- **Saved entries**
============
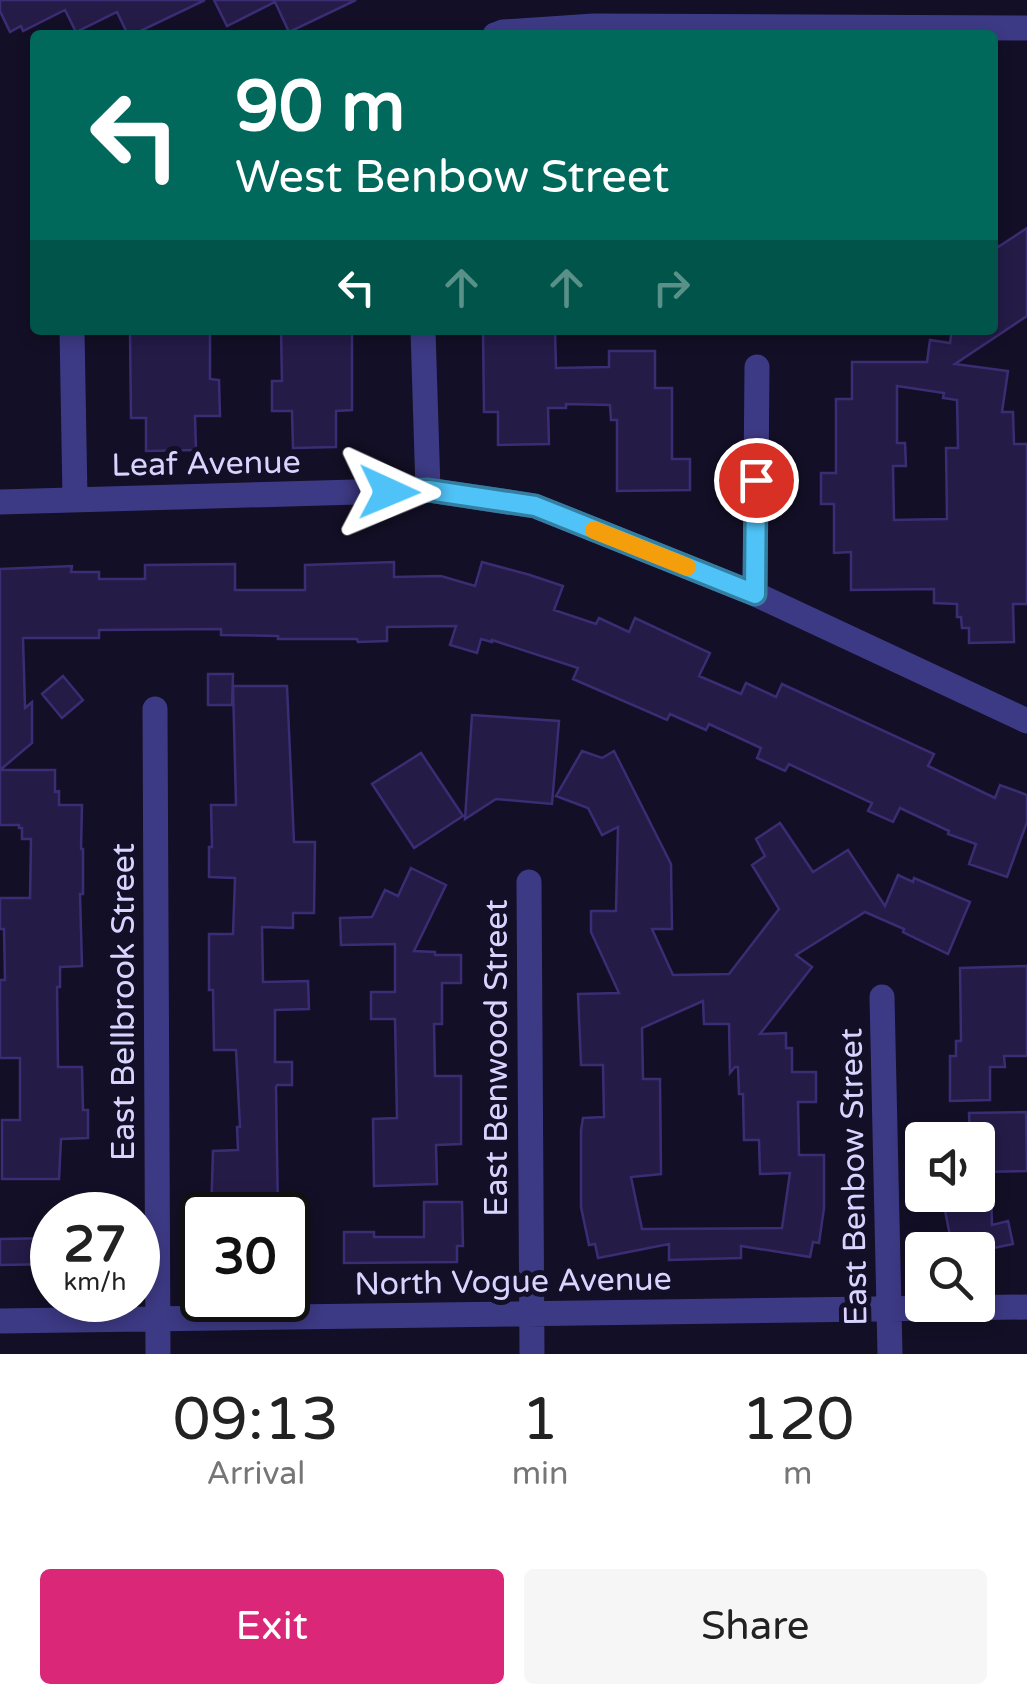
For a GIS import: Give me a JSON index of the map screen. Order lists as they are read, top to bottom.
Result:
{
  "streets": {
    "street": [
      "Leaf Avenue",
      "East Bellbrook Street",
      "East Benwood Street",
      "East Benbow Street",
      "North Vogue Avenue"
    ]
  },
  "crossings": [
    ["East Benwood Street", "North Vogue Avenue"],
    ["East Benbow Street", "North Vogue Avenue"]
  ],
  "page": {
    "turn": ["90 m", "West Benbow Street"],
    "speed": "27 km/h",
    "limit": "30",
    "eta": [
      "09:13",
      "Arrival",
      "1",
      "min",
      "120",
      "m"
    ],
    "buttons": ["Exit", "Share"]
  }
}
============
For each line above, output its wording exactly and leave out any picture.

- **EXERCISE ANSWER**
For a GIS import: Give me a JSON index of the map screen. Order lists as they are read, top to bottom.
Result:
{
  "streets": {
    "street": [
      "Leaf Avenue",
      "East Bellbrook Street",
      "East Benwood Street",
      "East Benbow Street",
      "North Vogue Avenue"
    ]
  },
  "crossings": [
    ["East Benwood Street", "North Vogue Avenue"],
    ["East Benbow Street", "North Vogue Avenue"]
  ],
  "page": {
    "turn": ["90 m", "West Benbow Street"],
    "speed": "27 km/h",
    "limit": "30",
    "eta": [
      "09:13",
      "Arrival",
      "1",
      "min",
      "120",
      "m"
    ],
    "buttons": ["Exit", "Share"]
  }
}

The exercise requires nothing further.